Darren Lehrich - Deutsche Bank

Great. Thank you.

Operator

Your next question comes from Chris Rigg with Susquehanna Financial Group. Your line is open.

Chris Rigg - Susquehanna Financial Group

Good morning. Thanks for squeezing me in here. Most of my questions have been asked, but one bigger-picture question again. When you think about the uncompensated care and the people who make up that cohort, do you think -- how important is the Medicaid expansion versus a functional exchange system? Have you done any analysis on that?

Gary Newsome

Well, we think that there is a tremendous opportunity for take up on health insurance because people are going to be able to get it, they're going to be able to get it in an affordable rate. They're going to move from being uninsured to either Medicaid or with insurance. There's going to be a provision made for them to have access, particularly as the health insurance networks develop. So, we think it's a tremendous opportunity going forward.

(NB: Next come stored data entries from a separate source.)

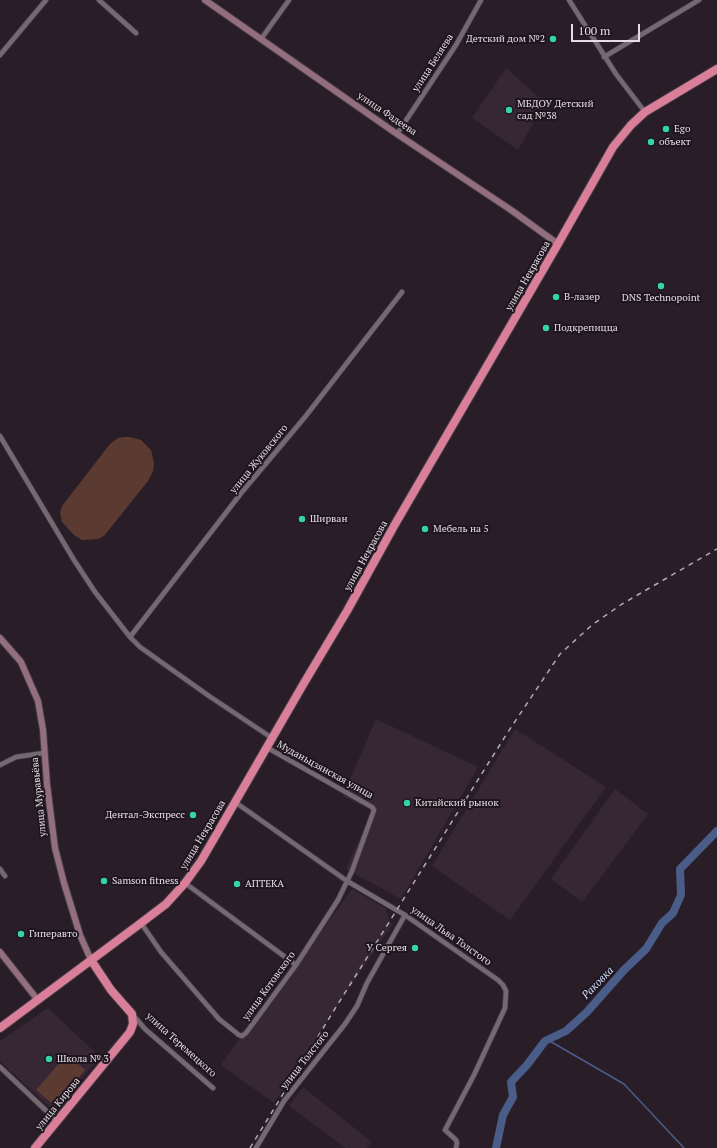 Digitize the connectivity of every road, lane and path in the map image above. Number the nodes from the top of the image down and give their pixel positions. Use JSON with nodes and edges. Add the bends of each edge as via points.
{"nodes":[{"id":1,"x":46,"y":0,"type":"edge"},
{"id":2,"x":99,"y":0,"type":"edge"},
{"id":3,"x":205,"y":0,"type":"edge"},
{"id":4,"x":289,"y":0,"type":"edge"},
{"id":5,"x":481,"y":0,"type":"edge"},
{"id":6,"x":569,"y":0,"type":"edge"},
{"id":7,"x":699,"y":0,"type":"edge"},
{"id":8,"x":136,"y":33,"type":"dead end"},
{"id":9,"x":261,"y":39,"type":"junction"},
{"id":10,"x":0,"y":55,"type":"edge"},
{"id":11,"x":604,"y":57,"type":"junction"},
{"id":12,"x":717,"y":69,"type":"edge"},
{"id":13,"x":645,"y":112,"type":"junction"},
{"id":14,"x":397,"y":134,"type":"junction"},
{"id":15,"x":558,"y":244,"type":"junction"},
{"id":16,"x":402,"y":292,"type":"dead end"},
{"id":17,"x":0,"y":436,"type":"edge"},
{"id":18,"x":130,"y":637,"type":"junction"},
{"id":19,"x":1,"y":641,"type":"edge"},
{"id":20,"x":272,"y":738,"type":"junction"},
{"id":21,"x":266,"y":747,"type":"junction"},
{"id":22,"x":44,"y":753,"type":"junction"},
{"id":23,"x":0,"y":765,"type":"edge"},
{"id":24,"x":235,"y":802,"type":"junction"},
{"id":25,"x":373,"y":809,"type":"joint"},
{"id":26,"x":0,"y":869,"type":"edge"},
{"id":27,"x":5,"y":876,"type":"dead end"},
{"id":28,"x":347,"y":881,"type":"junction"},
{"id":29,"x":185,"y":883,"type":"junction"},
{"id":30,"x":405,"y":915,"type":"junction"},
{"id":31,"x":141,"y":923,"type":"junction"},
{"id":32,"x":0,"y":952,"type":"edge"},
{"id":33,"x":91,"y":960,"type":"junction"},
{"id":34,"x":296,"y":965,"type":"junction"},
{"id":35,"x":37,"y":1000,"type":"junction"},
{"id":36,"x":132,"y":1014,"type":"junction"},
{"id":37,"x":0,"y":1028,"type":"edge"},
{"id":38,"x":0,"y":1067,"type":"edge"},
{"id":39,"x":213,"y":1088,"type":"dead end"},
{"id":40,"x":57,"y":1121,"type":"junction"},
{"id":41,"x":35,"y":1148,"type":"edge"},
{"id":42,"x":256,"y":1148,"type":"edge"},
{"id":43,"x":456,"y":1148,"type":"edge"}],
"edges":[{"from":1,"to":10,"type":"street"},
{"from":2,"to":8,"type":"street"},
{"from":3,"to":9,"type":"main road","name":"улица Фадеева"},
{"from":4,"to":9,"type":"street"},
{"from":5,"to":14,"type":"street","name":"улица Беляева","via":[[456,45]]},
{"from":6,"to":11,"type":"street"},
{"from":7,"to":11,"type":"street"},
{"from":9,"to":14,"type":"main road","name":"улица Фадеева"},
{"from":11,"to":13,"type":"street"},
{"from":12,"to":13,"type":"highway","name":"улица Некрасова"},
{"from":13,"to":15,"type":"highway","name":"улица Некрасова","via":[[613,147]]},
{"from":14,"to":15,"type":"main road","name":"улица Фадеева"},
{"from":15,"to":20,"type":"highway","name":"улица Некрасова"},
{"from":16,"to":18,"type":"street","name":"улица Жуковского"},
{"from":17,"to":18,"type":"street","via":[[74,560]]},
{"from":18,"to":20,"type":"street","via":[[140,647]]},
{"from":19,"to":22,"type":"main road","name":"улица Муравьёва","via":[[21,662],[38,701]]},
{"from":20,"to":21,"type":"highway","name":"улица Некрасова"},
{"from":21,"to":24,"type":"highway","name":"улица Некрасова"},
{"from":21,"to":25,"type":"street","name":"Муданьцзянская улица"},
{"from":22,"to":23,"type":"street","via":[[16,757]]},
{"from":22,"to":33,"type":"main road","name":"улица Муравьёва","via":[[55,848],[80,935]]},
{"from":24,"to":28,"type":"street","name":"улица Льва Толстого"},
{"from":24,"to":29,"type":"highway","name":"улица Некрасова","via":[[201,861]]},
{"from":25,"to":28,"type":"street","name":"улица Котовского"},
{"from":26,"to":27,"type":"street"},
{"from":28,"to":30,"type":"street","name":"улица Льва Толстого"},
{"from":28,"to":34,"type":"street","name":"улица Котовского","via":[[338,900]]},
{"from":29,"to":31,"type":"highway","name":"улица Некрасова","via":[[166,904]]},
{"from":29,"to":34,"type":"street"},
{"from":30,"to":42,"type":"street","name":"улица Толстого","via":[[357,1006],[284,1101]]},
{"from":30,"to":43,"type":"street","name":"улица Льва Толстого","via":[[498,980],[506,991],[505,1008],[445,1130],[456,1140]]},
{"from":31,"to":33,"type":"highway","name":"улица Некрасова"},
{"from":31,"to":34,"type":"street","name":"улица Котовского","via":[[161,952],[219,1019],[242,1036]]},
{"from":32,"to":35,"type":"main road"},
{"from":33,"to":35,"type":"highway","name":"улица Некрасова"},
{"from":33,"to":36,"type":"highway","name":"улица Теремецкого","via":[[111,990]]},
{"from":35,"to":37,"type":"highway","name":"улица Некрасова"},
{"from":36,"to":39,"type":"street","name":"улица Теремецкого","via":[[145,1029]]},
{"from":36,"to":40,"type":"highway","name":"улица Кирова","via":[[133,1024],[130,1032]]},
{"from":38,"to":40,"type":"street"},
{"from":40,"to":41,"type":"highway","name":"улица Кирова"}]}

Chris Rigg - Susquehanna Financial Group

Sure, but I guess what I'm -- and I appreciate that in sort of the incremental volume potential side, but when you look at your existing business today, would you say that 75% of your current uncompensated problem is solved simply by the Medicaid expansion or you don't have that sort of insight at this point?

Gary Newsome

As you know, there's a lack of detail concerning how this is going to work. So anything I'd say would be pure supposition, other than we've been saying and I think others have said that the idea that people will have some form of pay as opposed to no pay is a really good thing. We agree with that.

Kelly Curry

I think it's important to share with you that as we become more knowledgeable and as we have clarity on how this affects us both from exchanges standpoint pricing as well as expansion, we're going to be able to not only tell you more about that particular area, but we'll be able to share more about our strategies around that.

Gary Newsome

Correct.

Chris Rigg - Susquehanna Financial Group

Okay, fair enough. Thanks.

Operator

Ladies and gentlemen, we have time for one more question. Your last question comes from Whit Mayo with Robert W. Baird. Your line is open.

Whit Mayo - Robert W. Baird & Company

Thanks for squeezing me in. I guess, Kelly, first thanks for the advertisement on my dish note, I appreciate that.

Kelly Curry

I'm just trying to take care of you, Whit.

Whit Mayo - Robert W. Baird & Company

I'll take whatever I can get. The question I have really is, it's a quick one just on a high-tech and you haven't had to spend nearly as much as your peers have to sort of get through stage one, and you have your Pulse system and that's been, I think, particularly helpful. But do you think you're going to have to spend much more in stage two or three? I'm just wondering if there's any software that you need to buy or does Pulse sort of get you what you need?

Gary Newsome

In reality, our systems is a combination of our Pulse System and then we do have best-of-breed systems that we've had. But we do have additional investment moving forward with the additional requirements under meaningful use. In reality, I think we'll see the same type of investment going forward with that, that we've had historically. And I think -- Kelly may have something on this.

Kelly Curry

It's really where we are – I suppose that our development costs to comply with meaningful use through the first two stages will be less than what we will be paid for meaningful use.

Whit Mayo - Robert W. Baird & Company

Got it. But as you look forward, I mean -- and you budget sort of what you're going to be spending, is there going to be any meaningful pick up in those dollars or do those dollars get smaller?

Gary Newsome

It's built into our plan, Whit. We're going to spend our traditional…

Kelly Curry

Yeah, 4.5% to 5%...

Gary Newsome

5%, it will be built into that…

Whit Mayo - Robert W. Baird & Company

Yes, but it's still a relatively small piece of your overall budget?

Kelly Curry

It is indeed.

Whit Mayo - Robert W. Baird & Company

Got it. Okay. Thanks guys.

Gary Newsome

You're welcome.

Kelly Curry

Thank you.

Gary Newsome

All right. Have a great day. We're done.

Kelly Curry

Thank you.

Operator

This concludes today's conference call. You may now disconnect.